We realize the above observations by

  • identifying the callbacks.cc file with an architectural element, Interaction.

  • aggregating interpolate.cc into the BSpline element.

  • aggregating the Presentation class and its subclasses into a Presentation element.

  • aggregating the List, ListItem, and ListIterator classes into a List element and hiding it, treating it as a "utility layer."

The results of these changes to the model are shown in Figure 10.19.

Figure 10.19. UCMEdit model after application-specific direct manipulation

graphics/10fig19.jpg

At this point, we need to carefully consider how we may further simplify this model. Automatic clustering based on graph-theoretic properties, such as interconnection strength, does not provide any insight. Another option is to attempt to build layers based on the organization generated by the graph layout algorithm, as shown in Figure 10.19, but this approach results in little functional consistency within the layers. In other words, these two hypotheses did not seem to be confirmed by the system, and so we did not pursue them. Considering the domain of use case maps, however, will suggest another hypothesis.
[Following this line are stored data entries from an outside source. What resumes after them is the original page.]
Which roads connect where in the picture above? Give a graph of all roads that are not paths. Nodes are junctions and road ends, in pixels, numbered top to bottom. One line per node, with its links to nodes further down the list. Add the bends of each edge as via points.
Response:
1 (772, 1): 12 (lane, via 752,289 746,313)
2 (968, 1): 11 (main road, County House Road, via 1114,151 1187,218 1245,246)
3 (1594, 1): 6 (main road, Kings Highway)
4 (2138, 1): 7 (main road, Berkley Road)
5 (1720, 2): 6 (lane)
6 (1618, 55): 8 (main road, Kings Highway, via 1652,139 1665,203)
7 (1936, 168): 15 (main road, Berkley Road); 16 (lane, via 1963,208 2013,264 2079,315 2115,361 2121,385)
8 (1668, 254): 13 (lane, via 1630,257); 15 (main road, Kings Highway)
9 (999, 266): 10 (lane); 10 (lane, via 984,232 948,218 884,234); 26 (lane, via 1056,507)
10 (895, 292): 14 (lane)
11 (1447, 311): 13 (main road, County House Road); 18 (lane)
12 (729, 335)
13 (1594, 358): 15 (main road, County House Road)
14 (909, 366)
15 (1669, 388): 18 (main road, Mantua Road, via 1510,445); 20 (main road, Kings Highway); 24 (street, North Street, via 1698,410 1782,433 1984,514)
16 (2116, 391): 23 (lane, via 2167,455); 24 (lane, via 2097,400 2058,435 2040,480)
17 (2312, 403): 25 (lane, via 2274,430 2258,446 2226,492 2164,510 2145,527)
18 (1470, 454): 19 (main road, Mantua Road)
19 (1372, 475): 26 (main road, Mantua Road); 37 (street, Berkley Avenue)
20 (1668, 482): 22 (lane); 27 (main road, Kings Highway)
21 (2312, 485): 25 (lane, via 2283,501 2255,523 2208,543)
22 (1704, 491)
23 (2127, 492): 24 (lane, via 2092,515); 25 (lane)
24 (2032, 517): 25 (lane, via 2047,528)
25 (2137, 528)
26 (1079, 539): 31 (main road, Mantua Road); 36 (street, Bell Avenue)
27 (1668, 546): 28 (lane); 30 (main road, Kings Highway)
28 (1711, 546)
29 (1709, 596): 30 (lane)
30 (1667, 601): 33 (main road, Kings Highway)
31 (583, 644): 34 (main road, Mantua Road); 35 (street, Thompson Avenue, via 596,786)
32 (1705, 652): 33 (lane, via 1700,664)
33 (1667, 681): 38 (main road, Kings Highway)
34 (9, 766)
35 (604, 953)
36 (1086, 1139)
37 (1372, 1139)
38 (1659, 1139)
After looking at concepts from use case maps, we identified two broad categories of elements: those related to components and those related to paths, these being the two primary constructs comprising a use case map. DynamicArrow, Path, Point, Responsibility, Segment, Stub, and BSpline are related to paths; Box, Component, Dependent, Handle, and fisheye.cc are related to components. Figure 10.20 shows the effect of clustering these elements into two architectural elements: Path and Component.

Figure 10.20. UCMEdit model after clustering based on application domain

graphics/10fig20.gif

In probing the connections among elements, we find that there are still a large number of interrelationships. While this is not necessarily harmful in itself, it suggests that UCMEdit's architecture lacks functional consistency within the elements and their connections.

Unfortunately, there are no significant improvements we can make to the UCMEdit model. The system was not well designed in that the mapping from functionality to software structure is complex. This makes the abstraction of functionally coherent high-level elements within UCMEdit's architecture impossible. However, we can take advantage of what we have learned to suggest improvements and to document what we know. The latter is especially important since we have discovered that UCMEdit lacks the conceptual integrity that often brings about intuitive understanding.